*** Opening of RECORDS SUPPLIED ***
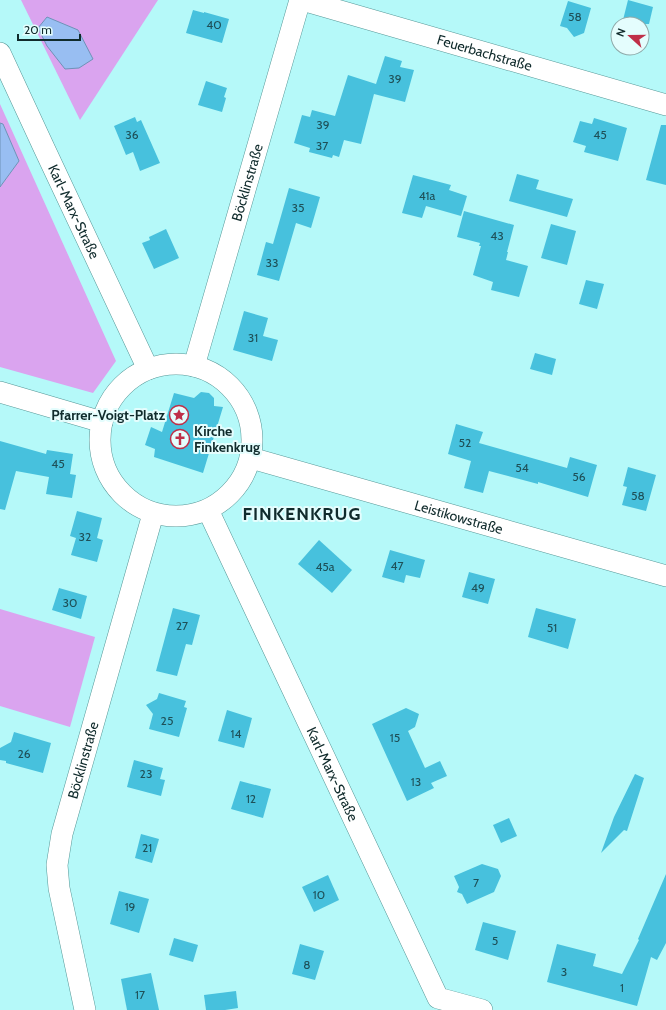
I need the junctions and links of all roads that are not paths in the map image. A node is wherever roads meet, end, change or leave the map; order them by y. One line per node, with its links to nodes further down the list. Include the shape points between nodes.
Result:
1 (301, 0): 3 (street, Feuerbachstraße); 4 (street, Böcklinstraße)
2 (0, 53): 5 (street, Karl-Marx-Straße)
3 (666, 105)
4 (194, 366): 5 (street, via 171,364); 8 (street, via 221,378 242,400 252,428)
5 (148, 369): 7 (street, via 127,381 111,399)
6 (0, 392): 7 (street)
7 (102, 422): 10 (street, via 100,451 109,478 128,500)
8 (251, 458): 9 (street, via 236,489); 11 (street, Leistikowstraße)
9 (208, 510): 10 (street, via 181,517); 13 (street, Karl-Marx-Straße, via 438,998)
10 (153, 514): 12 (street, Böcklinstraße, via 62,834 58,865 59,888)
11 (666, 576)
12 (85, 1010)
13 (482, 1010)

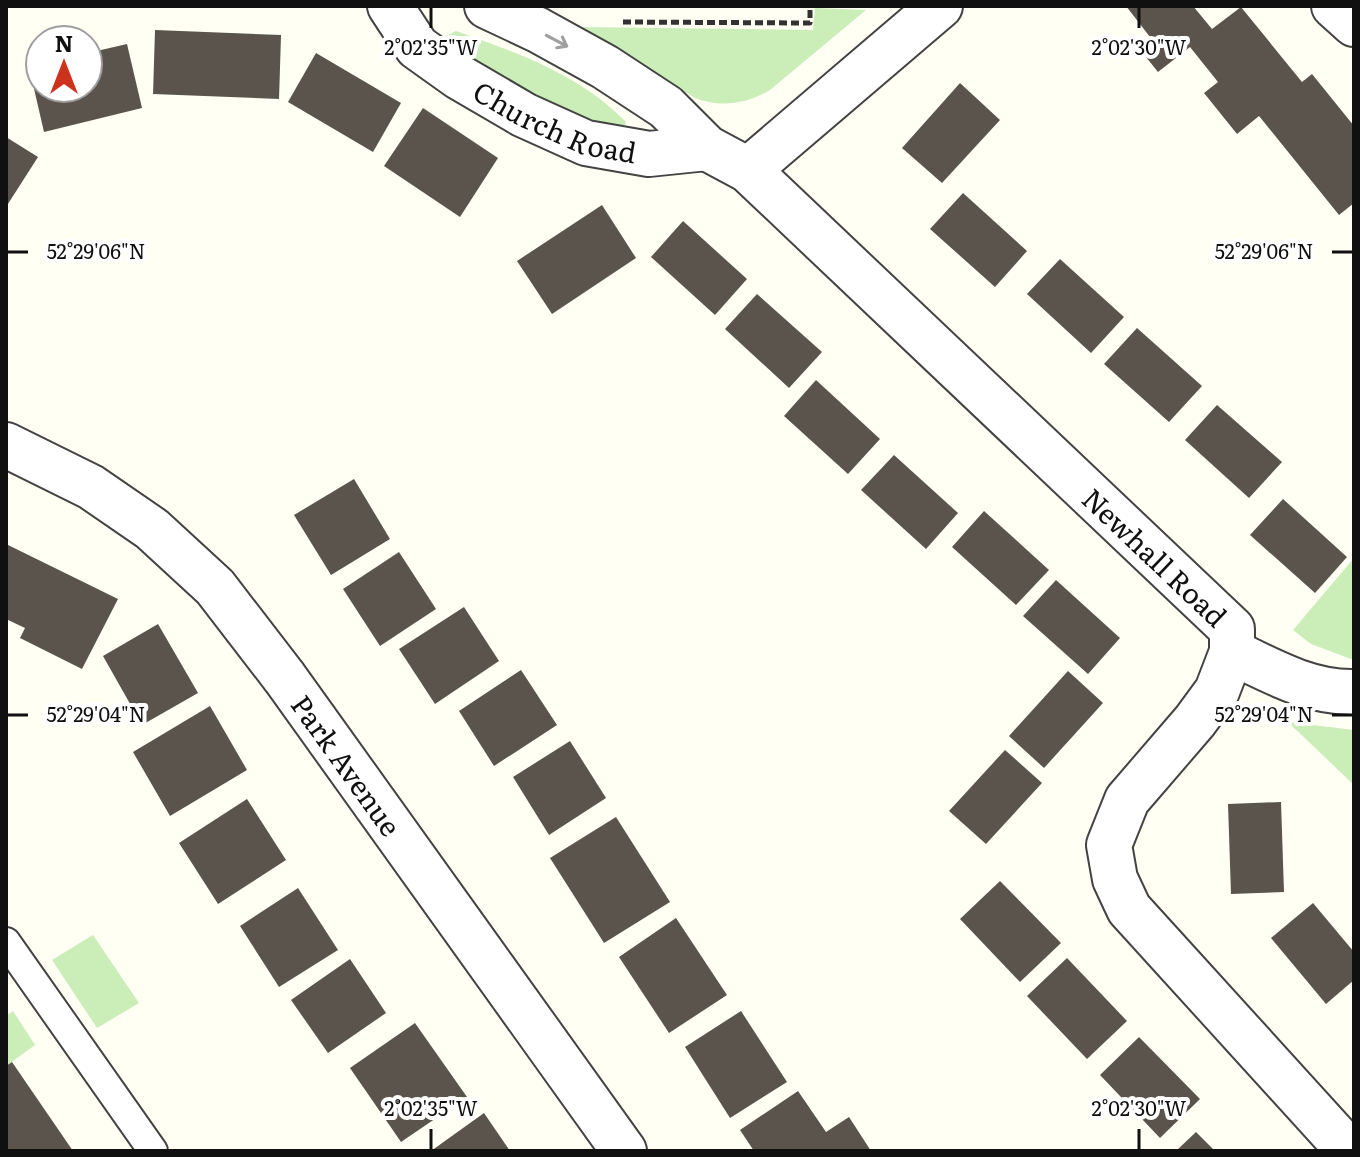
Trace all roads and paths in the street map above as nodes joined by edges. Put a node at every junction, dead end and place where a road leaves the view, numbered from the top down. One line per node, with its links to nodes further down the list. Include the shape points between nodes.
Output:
1 (390, 6): 8 (street, Church Road, via 417,47 459,77 586,143 649,154)
2 (487, 6): 8 (street, Church Road, one-way to 8, via 605,67 666,107)
3 (810, 6): 6 (path, via 810,23)
4 (940, 6): 9 (street)
5 (1334, 6): 7 (street)
6 (621, 21)
7 (1354, 24)
8 (707, 148): 9 (street, Church Road)
9 (748, 170): 11 (street, Newhall Road, via 1232,629)
10 (6, 445): 15 (street, Park Avenue, via 91,487 152,529 215,587)
11 (1232, 652): 12 (street, via 1288,680); 16 (street, Newhall Road, via 1217,691 1127,800 1109,845 1115,879 1129,909)
12 (1354, 692)
13 (6, 942): 14 (lane)
14 (153, 1151)
15 (624, 1151)
16 (1349, 1151)

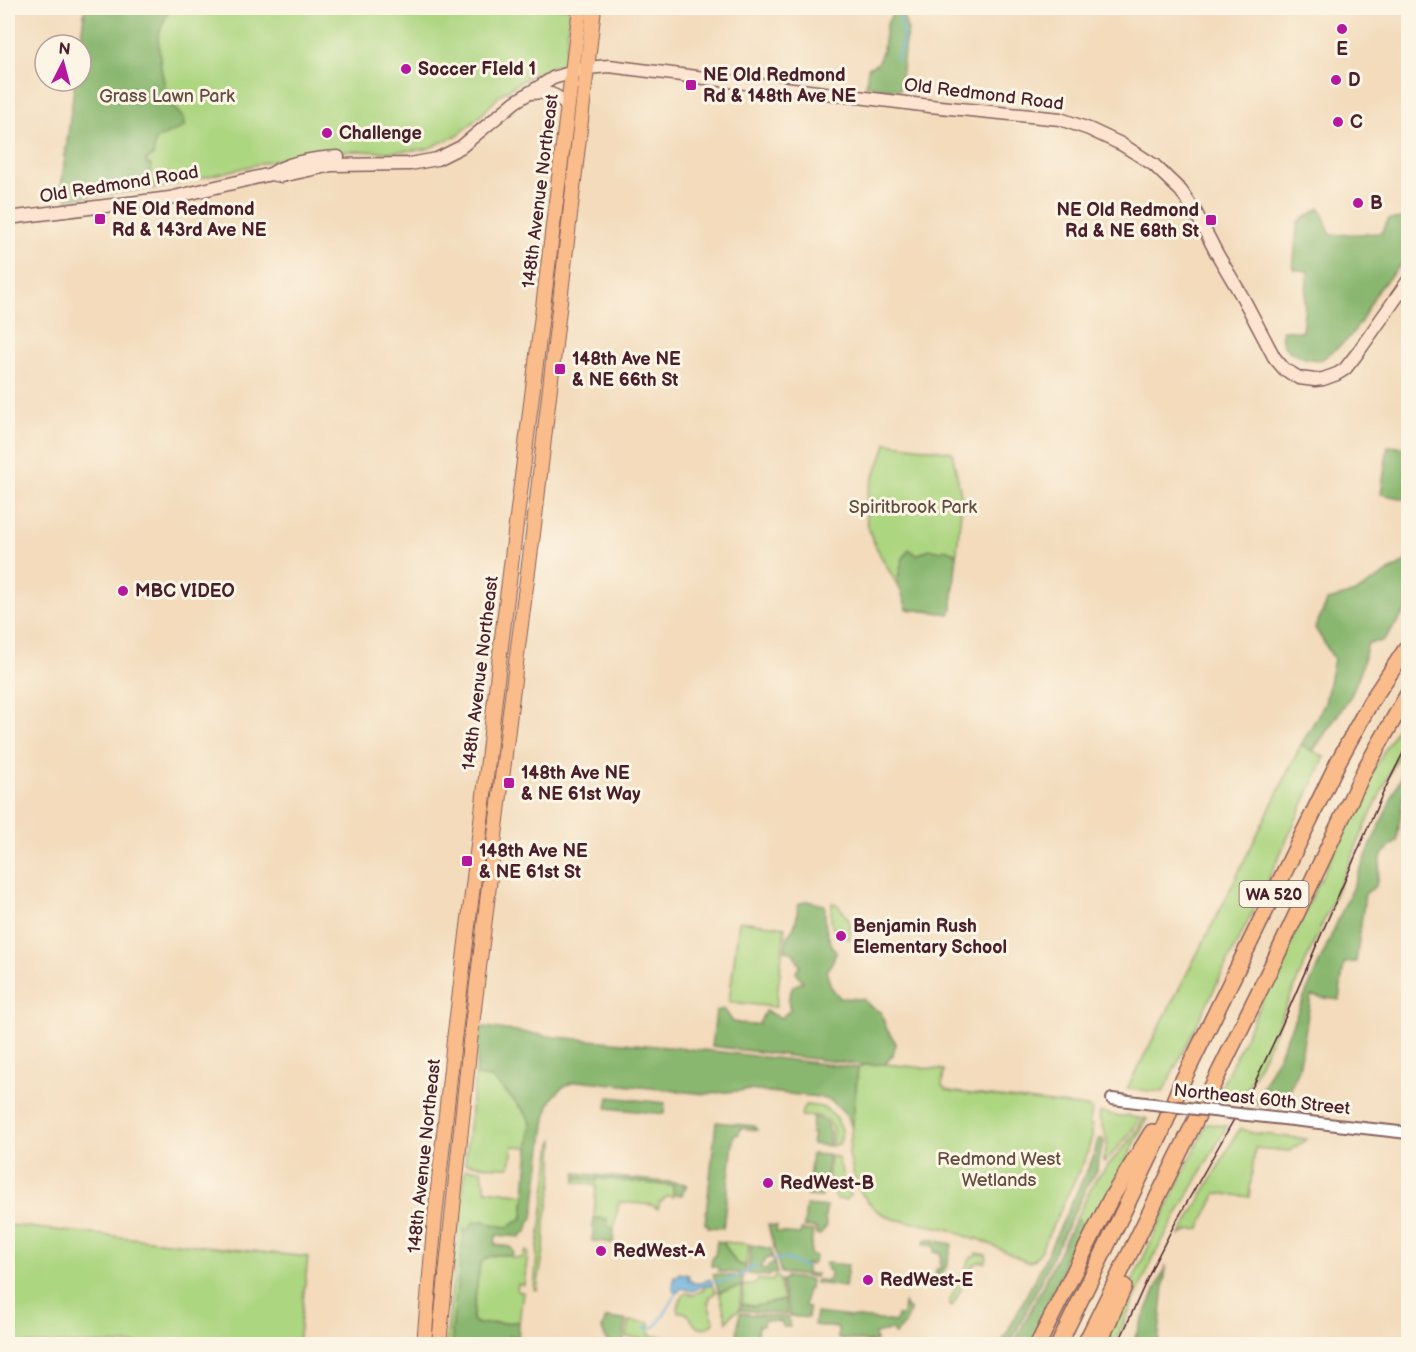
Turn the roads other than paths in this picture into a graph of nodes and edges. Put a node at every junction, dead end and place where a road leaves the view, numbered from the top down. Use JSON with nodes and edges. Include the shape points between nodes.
{"nodes":[{"id":1,"x":580,"y":8,"type":"edge"},
{"id":2,"x":594,"y":8,"type":"edge"},
{"id":3,"x":587,"y":68,"type":"junction"},
{"id":4,"x":573,"y":72,"type":"junction"},
{"id":5,"x":528,"y":93,"type":"junction"},
{"id":6,"x":568,"y":109,"type":"junction"},
{"id":7,"x":8,"y":218,"type":"edge"},
{"id":8,"x":1408,"y":281,"type":"edge"},
{"id":9,"x":1408,"y":646,"type":"edge"},
{"id":10,"x":1408,"y":694,"type":"edge"},
{"id":11,"x":1180,"y":1086,"type":"junction"},
{"id":12,"x":1112,"y":1099,"type":"dead end"},
{"id":13,"x":1193,"y":1126,"type":"junction"},
{"id":14,"x":1408,"y":1133,"type":"edge"},
{"id":15,"x":424,"y":1344,"type":"edge"},
{"id":16,"x":439,"y":1344,"type":"edge"},
{"id":17,"x":1038,"y":1344,"type":"edge"},
{"id":18,"x":1059,"y":1344,"type":"edge"},
{"id":19,"x":1085,"y":1344,"type":"edge"},
{"id":20,"x":1099,"y":1344,"type":"edge"}],
"edges":[{"from":1,"to":4,"type":"main road","name":"148th Avenue Northeast"},
{"from":2,"to":3,"type":"main road","name":"148th Avenue Northeast"},
{"from":3,"to":4,"type":"main road","name":"Old Redmond Road"},
{"from":3,"to":8,"type":"main road","name":"Old Redmond Road","via":[[609,66],[1060,119],[1089,129],[1154,165],[1181,191],[1274,357],[1299,378],[1323,379],[1345,369]]},
{"from":3,"to":16,"type":"main road","name":"148th Avenue Northeast","via":[[470,1042]]},
{"from":4,"to":5,"type":"main road","name":"Old Redmond Road","via":[[553,78]]},
{"from":4,"to":6,"type":"main road","name":"148th Avenue Northeast"},
{"from":5,"to":6,"type":"main road","via":[[550,93]]},
{"from":5,"to":7,"type":"main road","name":"Old Redmond Road","via":[[457,150],[437,159],[410,165],[332,165],[281,176],[271,174],[170,198]]},
{"from":6,"to":15,"type":"main road","name":"148th Avenue Northeast","via":[[453,1040]]},
{"from":9,"to":11,"type":"highway","number":"WA 520","via":[[1370,703],[1338,762]]},
{"from":10,"to":13,"type":"highway","number":"WA 520","via":[[1365,770]]},
{"from":11,"to":17,"type":"highway","via":[[1110,1200]]},
{"from":11,"to":18,"type":"highway","number":"WA 520","via":[[1160,1136]]},
{"from":12,"to":14,"type":"street","name":"Northeast 60th Street","bridge":true},
{"from":13,"to":19,"type":"highway","number":"WA 520"},
{"from":13,"to":20,"type":"highway"}]}
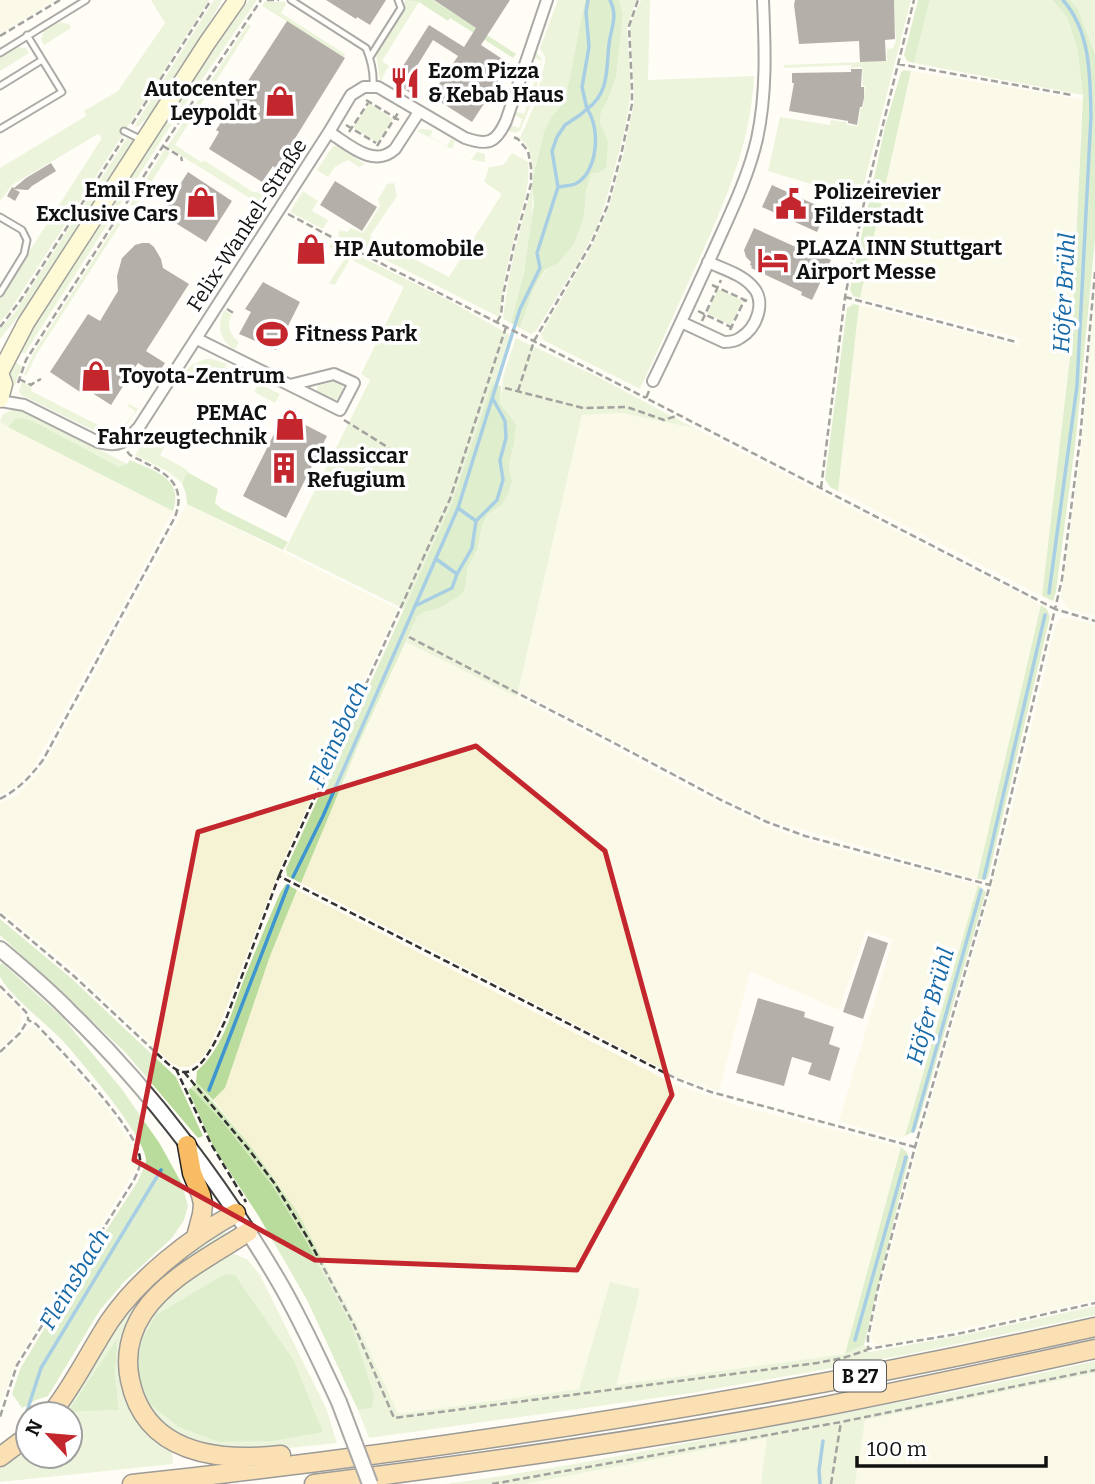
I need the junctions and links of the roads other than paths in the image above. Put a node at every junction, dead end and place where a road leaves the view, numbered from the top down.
1 (86, 0) edge
2 (228, 0) edge
3 (237, 0) edge
4 (291, 0) edge
5 (398, 0) edge
6 (547, 0) edge
7 (763, 0) edge
8 (27, 36) junction
9 (207, 43) junction
10 (0, 53) edge
11 (370, 57) junction
12 (42, 60) junction
13 (0, 86) edge
14 (375, 86) junction
15 (419, 112) junction
16 (0, 129) edge
17 (126, 131) road end
18 (329, 132) junction
19 (144, 141) junction
20 (0, 217) edge
21 (708, 262) junction
22 (0, 293) edge
23 (681, 322) junction
24 (26, 323) junction
25 (197, 339) junction
26 (0, 348) edge
27 (0, 373) edge
28 (653, 382) road end
29 (290, 385) junction
30 (0, 400) edge
31 (0, 948) edge
32 (187, 1145) junction
33 (236, 1213) junction
34 (248, 1232) junction
35 (196, 1237) junction
36 (1095, 1327) edge
37 (1095, 1349) edge
38 (61, 1400) edge
39 (331, 1461) junction
40 (132, 1484) edge
41 (314, 1484) edge
42 (369, 1484) edge

1 - 8 lane
2 - 9 main road
3 - 9 main road
4 - 11 lane
5 - 11 lane
6 - 15 street
7 - 21 street
8 - 10 lane
8 - 12 lane
9 - 19 main road
11 - 14 lane
12 - 13 lane
12 - 16 lane
14 - 15 street
14 - 18 street, Felix-Wankel-Straße
15 - 18 street, Felix-Wankel-Straße
17 - 19 lane
18 - 25 street, Felix-Wankel-Straße
19 - 24 main road
20 - 22 lane
21 - 23 street
21 - 23 street
23 - 28 street
24 - 26 main road
24 - 27 main road
25 - 29 street, Felix-Wankel-Straße
25 - 30 street, Felix-Wankel-Straße
27 - 30 main road
29 - 29 street, Felix-Wankel-Straße
31 - 32 street
32 - 33 street
32 - 35 highway
33 - 34 street
33 - 35 highway
34 - 39 highway
34 - 42 street, bridge
35 - 38 highway
36 - 39 highway, B 27
37 - 41 highway, B 27
39 - 40 highway, B 27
*** Close of RECORDS SUPPLIED ***
● THE TASK: Beginning with the line that contains "I need the junctions and links of the", each line of the records above through the last one must be printed word for word.

● RESPONSE BELOW:
I need the junctions and links of the roads other than paths in the image above. Put a node at every junction, dead end and place where a road leaves the view, numbered from the top down.
1 (86, 0) edge
2 (228, 0) edge
3 (237, 0) edge
4 (291, 0) edge
5 (398, 0) edge
6 (547, 0) edge
7 (763, 0) edge
8 (27, 36) junction
9 (207, 43) junction
10 (0, 53) edge
11 (370, 57) junction
12 (42, 60) junction
13 (0, 86) edge
14 (375, 86) junction
15 (419, 112) junction
16 (0, 129) edge
17 (126, 131) road end
18 (329, 132) junction
19 (144, 141) junction
20 (0, 217) edge
21 (708, 262) junction
22 (0, 293) edge
23 (681, 322) junction
24 (26, 323) junction
25 (197, 339) junction
26 (0, 348) edge
27 (0, 373) edge
28 (653, 382) road end
29 (290, 385) junction
30 (0, 400) edge
31 (0, 948) edge
32 (187, 1145) junction
33 (236, 1213) junction
34 (248, 1232) junction
35 (196, 1237) junction
36 (1095, 1327) edge
37 (1095, 1349) edge
38 (61, 1400) edge
39 (331, 1461) junction
40 (132, 1484) edge
41 (314, 1484) edge
42 (369, 1484) edge

1 - 8 lane
2 - 9 main road
3 - 9 main road
4 - 11 lane
5 - 11 lane
6 - 15 street
7 - 21 street
8 - 10 lane
8 - 12 lane
9 - 19 main road
11 - 14 lane
12 - 13 lane
12 - 16 lane
14 - 15 street
14 - 18 street, Felix-Wankel-Straße
15 - 18 street, Felix-Wankel-Straße
17 - 19 lane
18 - 25 street, Felix-Wankel-Straße
19 - 24 main road
20 - 22 lane
21 - 23 street
21 - 23 street
23 - 28 street
24 - 26 main road
24 - 27 main road
25 - 29 street, Felix-Wankel-Straße
25 - 30 street, Felix-Wankel-Straße
27 - 30 main road
29 - 29 street, Felix-Wankel-Straße
31 - 32 street
32 - 33 street
32 - 35 highway
33 - 34 street
33 - 35 highway
34 - 39 highway
34 - 42 street, bridge
35 - 38 highway
36 - 39 highway, B 27
37 - 41 highway, B 27
39 - 40 highway, B 27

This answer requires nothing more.